[Stored items]
= = =

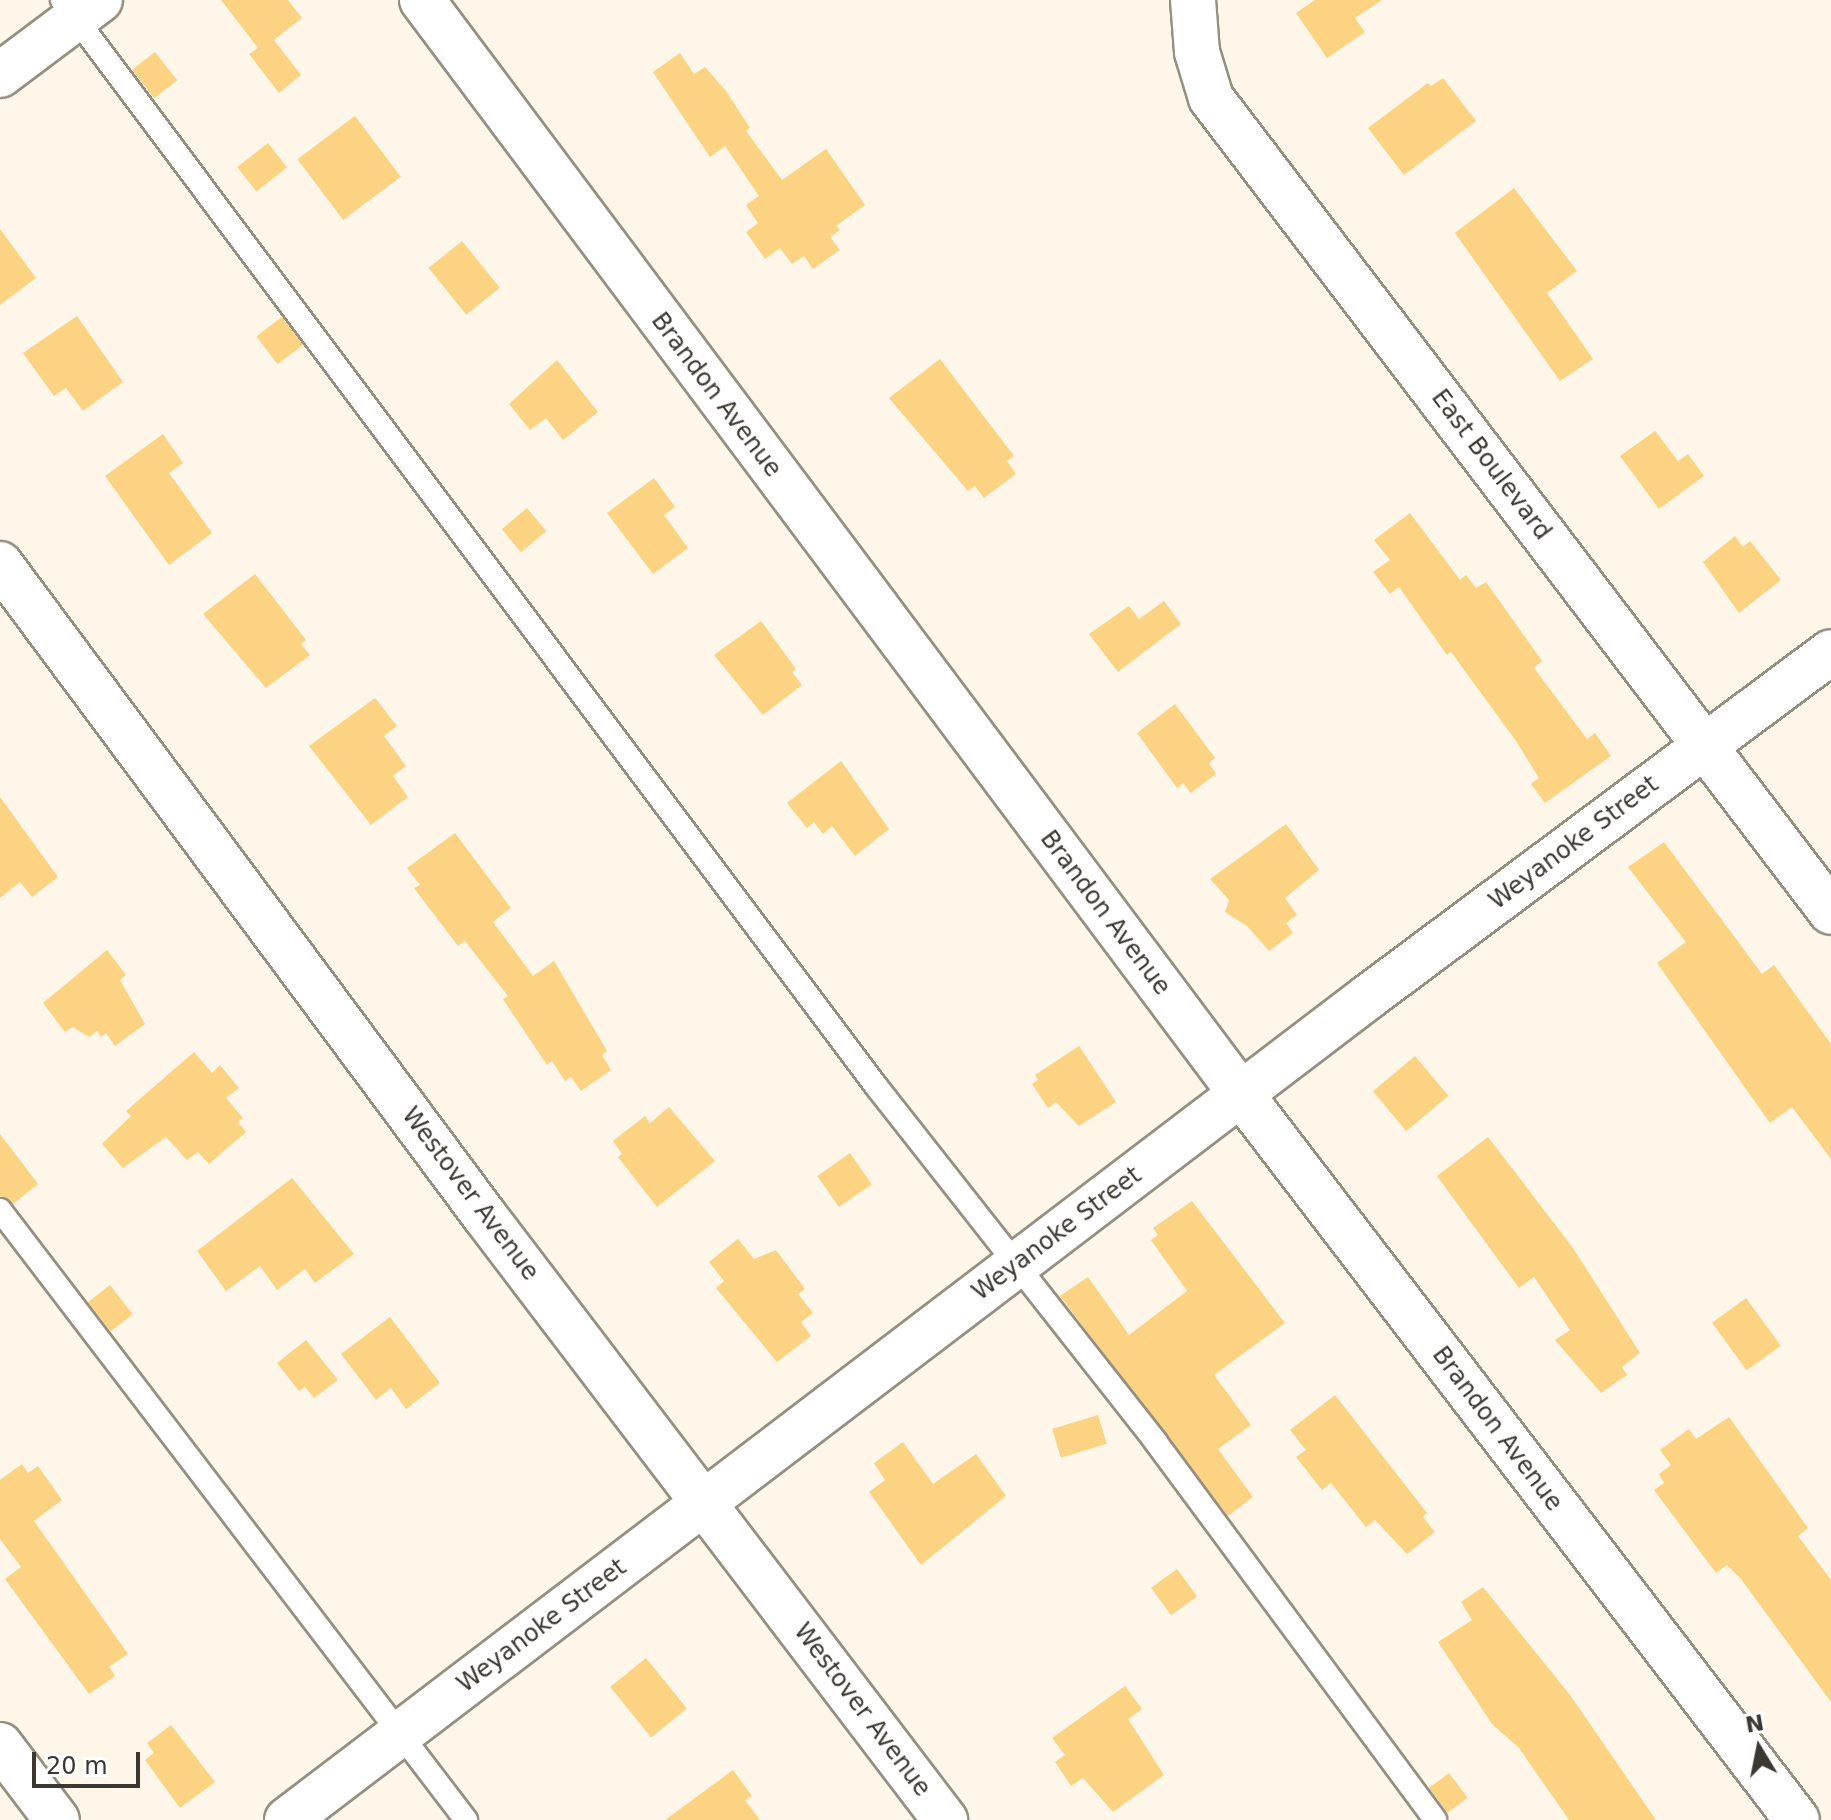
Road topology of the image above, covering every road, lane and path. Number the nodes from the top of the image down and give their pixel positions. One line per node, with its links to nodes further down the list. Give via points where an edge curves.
1 (422, 0): 9 (street, Brandon Avenue)
2 (1193, 0): 7 (street, East Boulevard, via 1197,52 1211,98)
3 (79, 6): 4 (street); 11 (lane)
4 (0, 75)
5 (0, 564): 12 (street, Westover Avenue)
6 (1831, 652): 7 (street, Weyanoke Street)
7 (1705, 746): 8 (street, East Boulevard); 9 (street, Weyanoke Street)
8 (1831, 912)
9 (1241, 1094): 11 (street, Weyanoke Street); 20 (street, Brandon Avenue)
10 (0, 1210): 13 (lane)
11 (1016, 1265): 12 (street, Weyanoke Street); 19 (lane, via 1155,1441)
12 (704, 1503): 13 (street, Weyanoke Street); 18 (street, Westover Avenue)
13 (401, 1734): 16 (street, Weyanoke Street); 17 (lane)
14 (0, 1745): 15 (street)
15 (57, 1820)
16 (287, 1820)
17 (466, 1820)
18 (945, 1820)
19 (1435, 1820)
20 (1797, 1820)

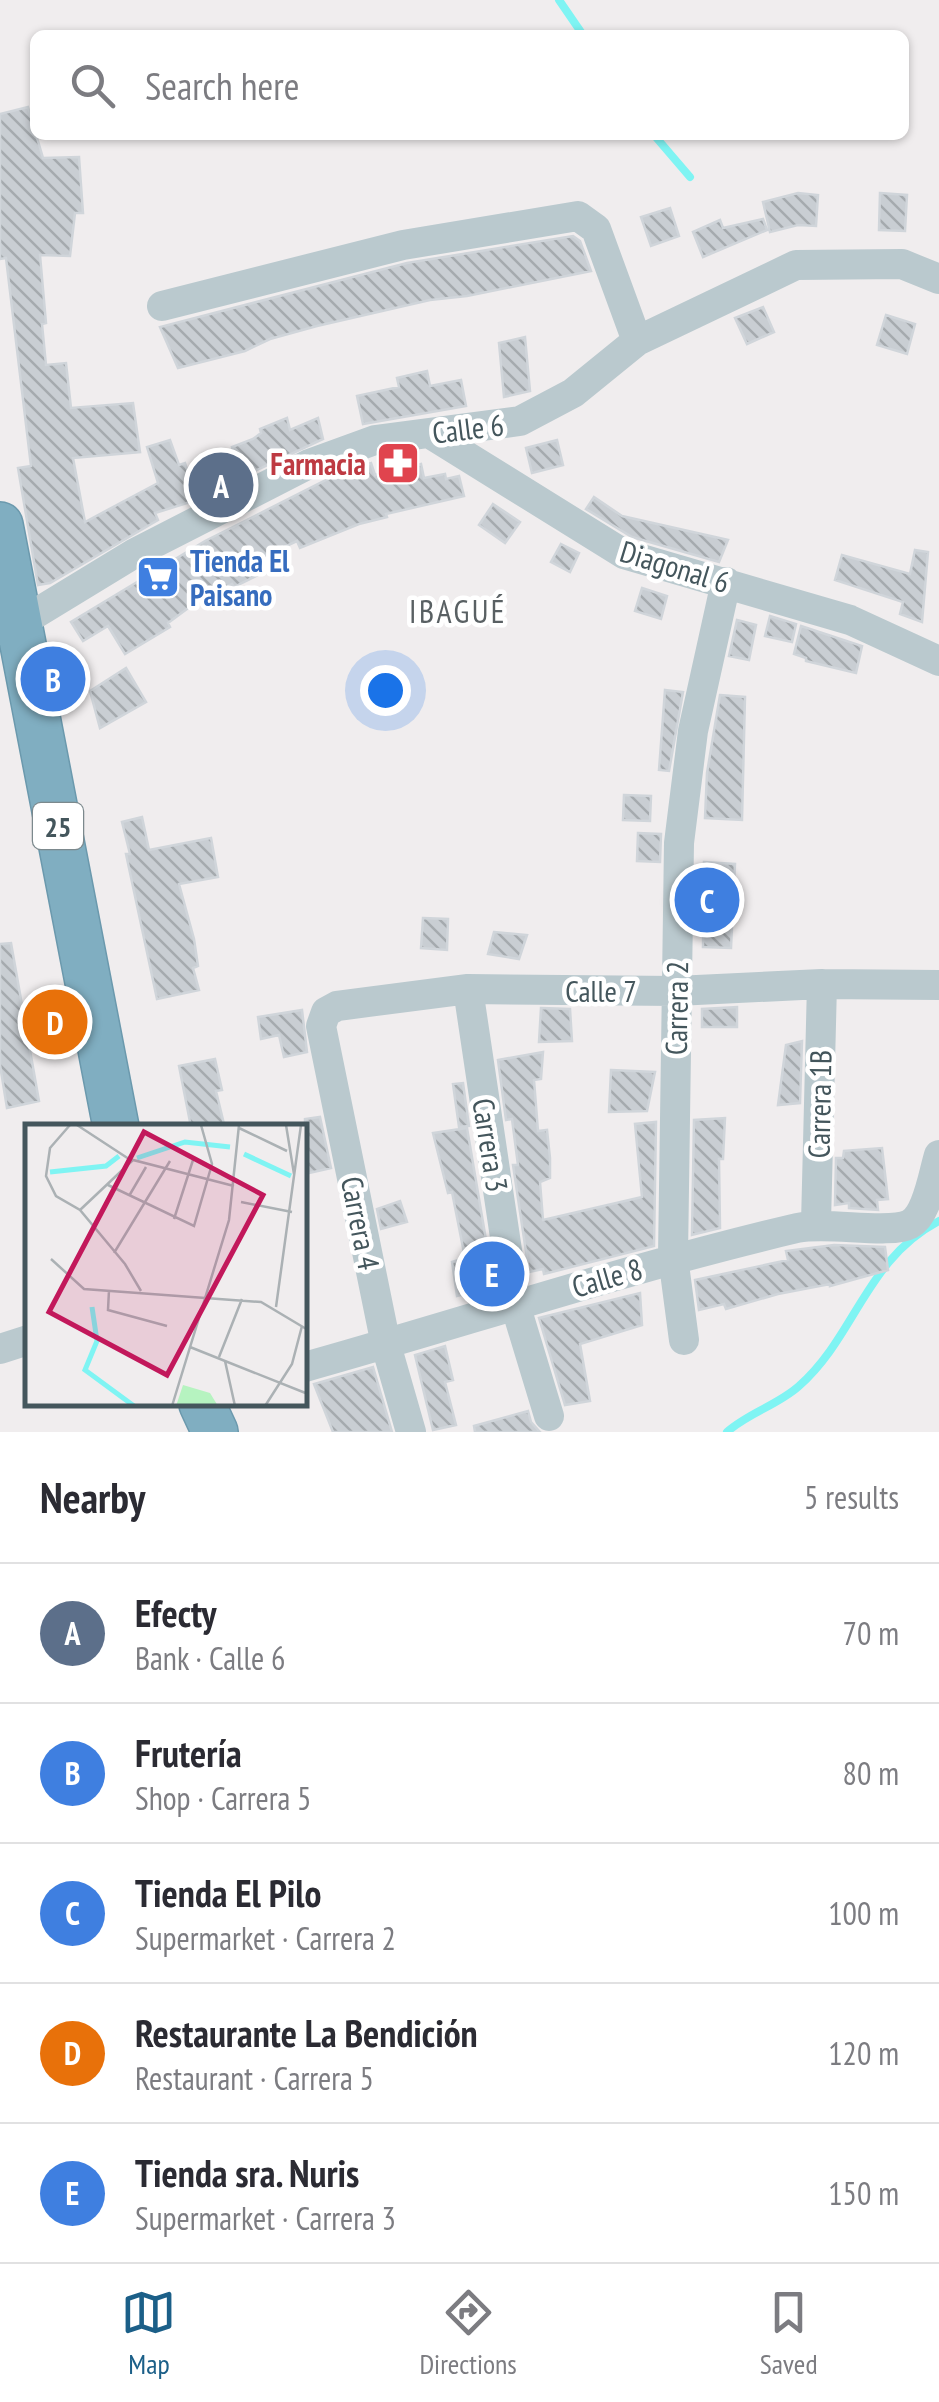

= = =

__TASK TO CARRY OUT__. Nothing but the records, copied exactly and stripped of pictures, should be returned.

__SOLUTION TO THIS TASK__.
Road topology of the image above, covering every road, lane and path. Number the nodes from the top of the image down and give their pixel positions. One line per node, with its links to nodes further down the list. Give via points where an edge curves.
1 (422, 0): 9 (street, Brandon Avenue)
2 (1193, 0): 7 (street, East Boulevard, via 1197,52 1211,98)
3 (79, 6): 4 (street); 11 (lane)
4 (0, 75)
5 (0, 564): 12 (street, Westover Avenue)
6 (1831, 652): 7 (street, Weyanoke Street)
7 (1705, 746): 8 (street, East Boulevard); 9 (street, Weyanoke Street)
8 (1831, 912)
9 (1241, 1094): 11 (street, Weyanoke Street); 20 (street, Brandon Avenue)
10 (0, 1210): 13 (lane)
11 (1016, 1265): 12 (street, Weyanoke Street); 19 (lane, via 1155,1441)
12 (704, 1503): 13 (street, Weyanoke Street); 18 (street, Westover Avenue)
13 (401, 1734): 16 (street, Weyanoke Street); 17 (lane)
14 (0, 1745): 15 (street)
15 (57, 1820)
16 (287, 1820)
17 (466, 1820)
18 (945, 1820)
19 (1435, 1820)
20 (1797, 1820)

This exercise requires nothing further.